== Segment start ==

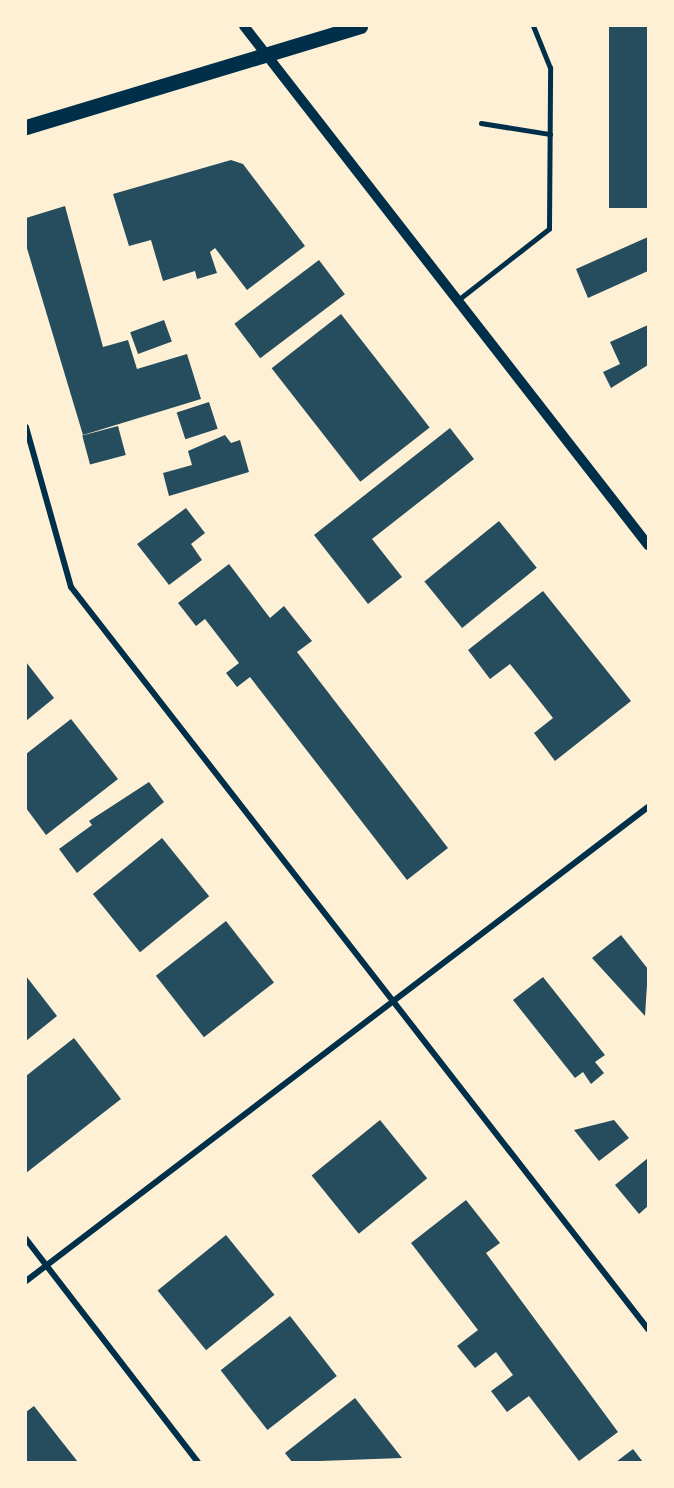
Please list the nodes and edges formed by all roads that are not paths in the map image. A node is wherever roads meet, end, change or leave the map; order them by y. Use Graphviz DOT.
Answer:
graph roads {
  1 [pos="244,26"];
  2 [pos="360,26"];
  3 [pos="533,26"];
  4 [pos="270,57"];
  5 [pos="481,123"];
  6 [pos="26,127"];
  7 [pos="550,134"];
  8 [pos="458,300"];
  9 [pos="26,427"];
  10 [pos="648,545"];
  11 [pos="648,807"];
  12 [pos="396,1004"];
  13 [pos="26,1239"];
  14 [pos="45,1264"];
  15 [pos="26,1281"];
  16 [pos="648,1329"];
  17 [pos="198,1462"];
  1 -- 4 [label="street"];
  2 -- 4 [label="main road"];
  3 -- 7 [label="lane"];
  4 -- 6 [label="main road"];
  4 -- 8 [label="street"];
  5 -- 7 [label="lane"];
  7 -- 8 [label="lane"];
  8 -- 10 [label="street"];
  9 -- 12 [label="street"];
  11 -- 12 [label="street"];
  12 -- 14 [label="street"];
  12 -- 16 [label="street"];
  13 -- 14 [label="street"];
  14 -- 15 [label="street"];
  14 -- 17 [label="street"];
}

== Segment end ==

**Work to complete**
Retype all entries exactly, without the images.

**Exercise response**
Please list the nodes and edges formed by all roads that are not paths in the map image. A node is wherever roads meet, end, change or leave the map; order them by y. Use Graphviz DOT.
Answer:
graph roads {
  1 [pos="244,26"];
  2 [pos="360,26"];
  3 [pos="533,26"];
  4 [pos="270,57"];
  5 [pos="481,123"];
  6 [pos="26,127"];
  7 [pos="550,134"];
  8 [pos="458,300"];
  9 [pos="26,427"];
  10 [pos="648,545"];
  11 [pos="648,807"];
  12 [pos="396,1004"];
  13 [pos="26,1239"];
  14 [pos="45,1264"];
  15 [pos="26,1281"];
  16 [pos="648,1329"];
  17 [pos="198,1462"];
  1 -- 4 [label="street"];
  2 -- 4 [label="main road"];
  3 -- 7 [label="lane"];
  4 -- 6 [label="main road"];
  4 -- 8 [label="street"];
  5 -- 7 [label="lane"];
  7 -- 8 [label="lane"];
  8 -- 10 [label="street"];
  9 -- 12 [label="street"];
  11 -- 12 [label="street"];
  12 -- 14 [label="street"];
  12 -- 16 [label="street"];
  13 -- 14 [label="street"];
  14 -- 15 [label="street"];
  14 -- 17 [label="street"];
}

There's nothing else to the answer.